Opinion: Results-Based Categorization (Race Categories, Part 3)

February 13, 2020

LAST UPDATED April 4, 2020

In part 1 of this series, I laid out the current Zwift race categorization situation. This included a discussion of the standard FTP-based categories, how enforcing rules post-race falls short, and a look at some actual participation numbers to show how currently-published race results are far from ideal. We ended that post with some ideas for improving the race experience for everyone, including the simple solution of using a rider’s saved FTP to determine their race category. Read part 1 here >

Part 2 followed, where we looked at some ideas for further improving race categorization. This included basing rider categories on more complete rider phenotypes, enabling real-time detection of category violations, and more. The big idea here was an iterative improvement on race categories and enforcement, so when the final phase rolls out, we’ll already have many of the tools in place to make it work. Read part 2 here >

Now let’s look at the final phase: results-based categorization.

Why Results-Based Categories Are Needed

The vast majority of Zwift races currently use the same categorization scheme, which is based on your FTP. Back in part 1 I said: “While some may disagree, I think ZwiftPower’s categories do a good job of breaking riders into groups that can compete well against each other.” And I honestly believe that. The biggest problem with our current w/kg-based categories isn’t the category setup, it’s the sandbaggers who race with impunity below their category, negatively affecting the race experience for legit riders.

But here’s the thing: the sandbagger issue is going to be resolved.
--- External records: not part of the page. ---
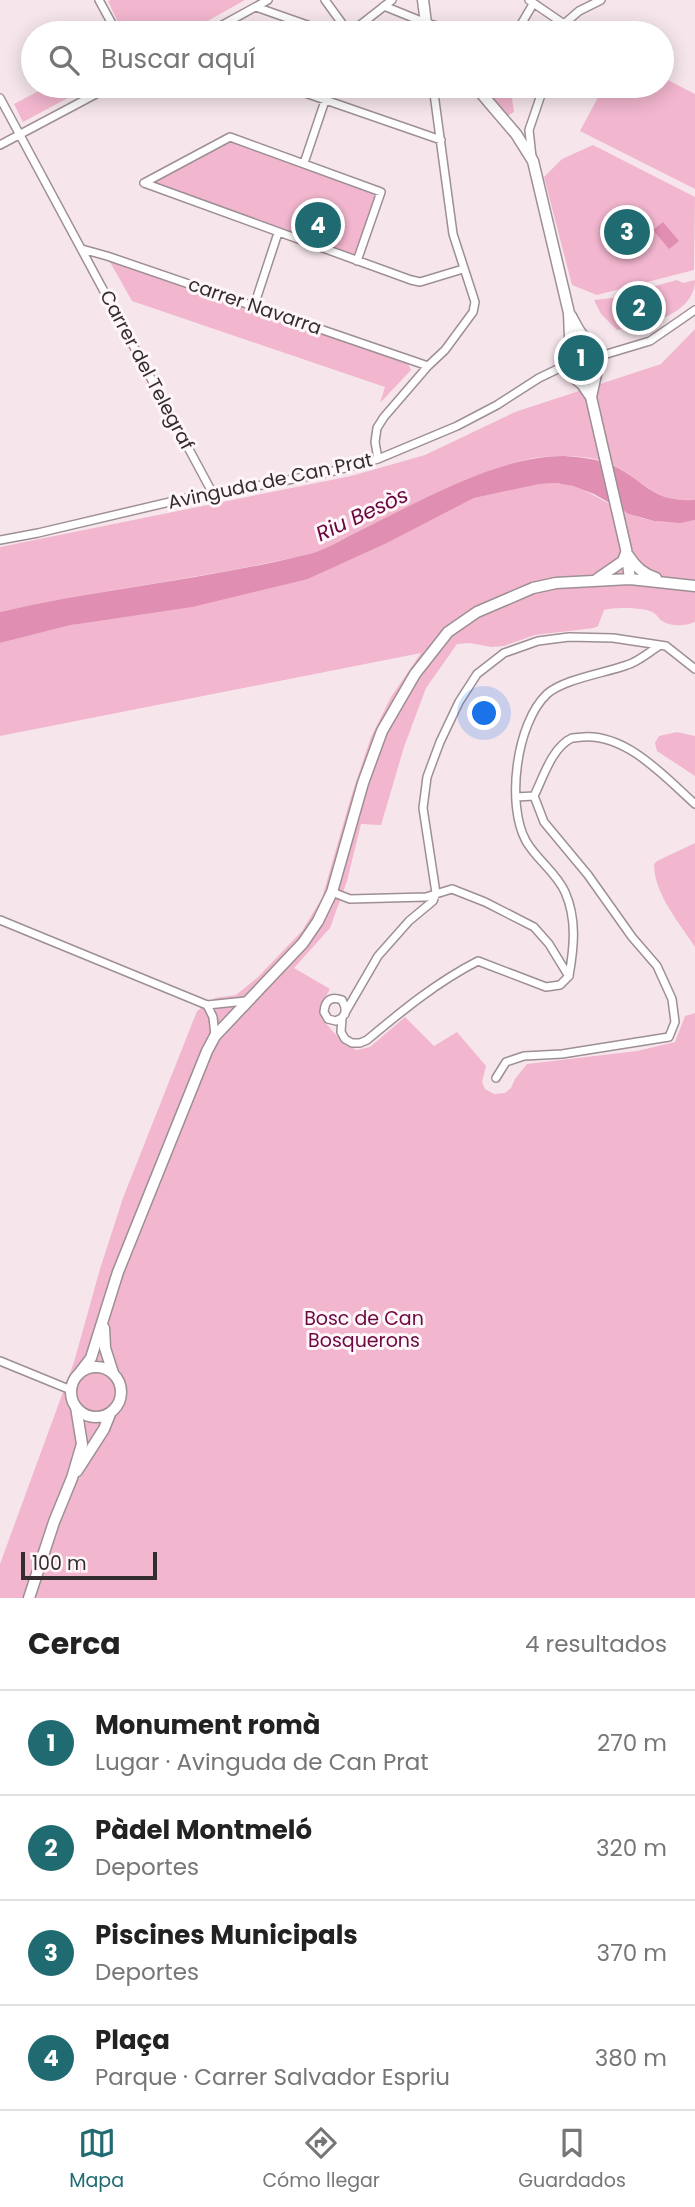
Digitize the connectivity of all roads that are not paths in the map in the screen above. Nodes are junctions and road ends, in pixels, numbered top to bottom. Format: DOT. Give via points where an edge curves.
graph roads {
  1 [pos="99,0"];
  2 [pos="268,0"];
  3 [pos="325,0"];
  4 [pos="392,0"];
  5 [pos="424,0"];
  6 [pos="601,0"];
  7 [pos="531,2"];
  8 [pos="384,6"];
  9 [pos="256,7"];
  10 [pos="110,21"];
  11 [pos="230,21"];
  12 [pos="296,21"];
  13 [pos="341,21"];
  14 [pos="365,21"];
  15 [pos="412,21"];
  16 [pos="427,21"];
  17 [pos="522,21"];
  18 [pos="560,21"];
  19 [pos="567,21"];
  20 [pos="0,98"];
  21 [pos="88,98"];
  22 [pos="319,98"];
  23 [pos="435,98"];
  24 [pos="485,98"];
  25 [pos="540,98"];
  26 [pos="325,100"];
  27 [pos="530,130"];
  28 [pos="20,134"];
  29 [pos="516,134"];
  30 [pos="441,140"];
  31 [pos="0,145"];
  32 [pos="533,161"];
  33 [pos="304,163"];
  34 [pos="278,233"];
  35 [pos="82,249"];
  36 [pos="357,261"];
  37 [pos="463,269"];
  38 [pos="254,306"];
  39 [pos="695,310"];
  40 [pos="569,313"];
  41 [pos="586,341"];
  42 [pos="569,345"];
  43 [pos="600,356"];
  44 [pos="428,366"];
  45 [pos="564,366"];
  46 [pos="597,369"];
  47 [pos="574,376"];
  48 [pos="591,397"];
  49 [pos="378,459"];
  50 [pos="212,492"];
  51 [pos="0,540"];
  52 [pos="625,548"];
  53 [pos="597,579"];
  54 [pos="630,579"];
  55 [pos="665,581"];
  56 [pos="695,586"];
  57 [pos="660,645"];
  58 [pos="695,669"];
  59 [pos="534,796"];
  60 [pos="516,797"];
  61 [pos="695,804"];
  62 [pos="332,892"];
  63 [pos="436,893"];
  64 [pos="0,920"];
  65 [pos="569,976"];
  66 [pos="246,1001"];
  67 [pos="207,1005"];
  68 [pos="215,1037"];
  69 [pos="496,1078"];
  70 [pos="103,1324"];
  71 [pos="0,1361"];
  72 [pos="113,1373"];
  73 [pos="78,1375"];
  74 [pos="71,1390"];
  75 [pos="76,1407"];
  76 [pos="110,1414"];
  77 [pos="72,1478"];
  78 [pos="29,1598"];
  1 -- 10 [label="street"];
  2 -- 9 [label="street"];
  3 -- 13 [label="street"];
  4 -- 8 [label="street"];
  5 -- 16 [label="street"];
  6 -- 19 [label="street"];
  7 -- 17 [label="street"];
  7 -- 18 [label="street"];
  8 -- 14 [label="street"];
  8 -- 15 [label="street"];
  9 -- 11 [label="street"];
  9 -- 12 [label="street"];
  20 -- 28 [label="street, Carrer del Telegraf"];
  21 -- 28 [label="street"];
  22 -- 26 [label="street"];
  23 -- 30 [label="street"];
  24 -- 29 [label="street"];
  25 -- 27 [label="street"];
  26 -- 30 [label="street"];
  26 -- 33 [label="street"];
  27 -- 29 [label="street"];
  27 -- 32 [label="street"];
  28 -- 31 [label="street"];
  28 -- 35 [label="street, Carrer del Telegraf"];
  29 -- 32 [label="street"];
  30 -- 37 [label="street" via="453,234"];
  32 -- 40 [label="street"];
  33 -- 34 [label="street" via="230,137 144,183"];
  33 -- 36 [label="street" via="381,192"];
  34 -- 36 [label="street"];
  34 -- 38 [label="street"];
  35 -- 38 [label="street, carrer Navarra"];
  35 -- 50 [label="street, Carrer del Telegraf"];
  36 -- 37 [label="street" via="419,282"];
  37 -- 44 [label="street" via="475,302 473,312"];
  38 -- 44 [label="street, carrer Navarra"];
  39 -- 43 [label="street" via="650,341"];
  40 -- 41 [label="street"];
  40 -- 42 [label="street"];
  41 -- 42 [label="street"];
  41 -- 43 [label="street"];
  42 -- 45 [label="street" via="562,356"];
  43 -- 46 [label="street"];
  44 -- 49 [label="street" via="377,428"];
  45 -- 47 [label="street"];
  45 -- 49 [label="street, Avinguda de Can Prat" via="457,426"];
  46 -- 47 [label="street" via="588,376"];
  46 -- 48 [label="street"];
  47 -- 48 [label="street"];
  48 -- 52 [label="street"];
  49 -- 50 [label="street, Avinguda de Can Prat"];
  50 -- 51 [label="street, Avinguda de Can Prat"];
  52 -- 53 [label="street" via="623,561"];
  52 -- 54 [label="street"];
  52 -- 55 [label="street" via="636,566"];
  53 -- 54 [label="street"];
  53 -- 62 [label="street" via="533,588 477,612 439,641 375,746"];
  54 -- 55 [label="street"];
  55 -- 56 [label="street"];
  57 -- 58 [label="street"];
  57 -- 60 [label="street" via="631,664 572,681 547,694 522,739"];
  57 -- 63 [label="street" via="613,638 538,641 504,653 477,674 459,702 427,777 423,808"];
  59 -- 60 [label="street"];
  59 -- 61 [label="street" via="557,751 572,738 591,737 629,750"];
  59 -- 69 [label="street" via="544,822 657,966 672,999 675,1023 669,1037 515,1059 506,1062"];
  60 -- 65 [label="street" via="519,826 527,844 564,889 572,914"];
  62 -- 63 [label="street" via="350,899"];
  62 -- 66 [label="street" via="303,943"];
  63 -- 65 [label="street" via="452,889 534,927"];
  63 -- 65 [label="street" via="378,956 344,1016 341,1032 345,1039 352,1043 367,1040 441,981 478,961 546,986 560,985"];
  64 -- 67 [label="street"];
  66 -- 67 [label="street"];
  66 -- 68 [label="street"];
  67 -- 68 [label="street"];
  68 -- 70 [label="street" via="128,1245"];
  70 -- 72 [label="street"];
  70 -- 73 [label="street" via="92,1358"];
  71 -- 74 [label="street"];
  72 -- 73 [label="street" via="97,1367"];
  72 -- 76 [label="street" via="122,1397"];
  73 -- 74 [label="street"];
  74 -- 75 [label="street"];
  75 -- 76 [label="street" via="89,1417"];
  75 -- 77 [label="street" via="82,1444"];
  76 -- 77 [label="street"];
  77 -- 78 [label="street"];
}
That’s what my first two posts were all about, and if Zwift was to implement just a few of the suggestions found there (and it sounds like they are) most of the sandbagging problem will go away.

Once that happens, we’ll have a functional FTP-based categorization system on our hands. And that’s when we’ll start to notice its shortfalls!

Here are a few of the common complaints regarding FTP-based race categories:

Favors heavier riders: a 100kg rider’s 3.2w/kg (320 watts) is much faster on flat ground than a 75kg rider’s 3.2w/kg (240 watts).
No skill component: a highly-skilled rider could dominate a category, winning every race without ever bumping against the w/kg ceiling. Conversely, an unskilled rider near the middle or bottom of their category’s power limits won’t stand a chance of winning, but they are forced to race in that category anyway.
Forever losing: if a rider happens to have power which places them at the bottom of a category (for example, a B with an FTP of 3.3w/kg), they stand very little chance of ever winning a race, yet can never drop to the C category.
Hard to Understand: “I just want to race, I don’t know which category I’m in!” The current system presents a barrier to entry because it requires riders to know their FTP w/kg: a number which many (most?) cyclists don’t know.

A results-based system, if properly implemented, would eliminate each of these complaints. It really is the way forward for Zwift racing, which is why I’m sure it will happen eventually. Let’s look at how such a system could work.

Functionality “Must Haves” and “Should Haves”

The biggest challenge in creating a proper results-based system is that it’s complex. No ranking system will be perfect, and while we have good models in real-world cycling and gaming, Zwift presents some unique challenges that aren’t accounted for in those systems.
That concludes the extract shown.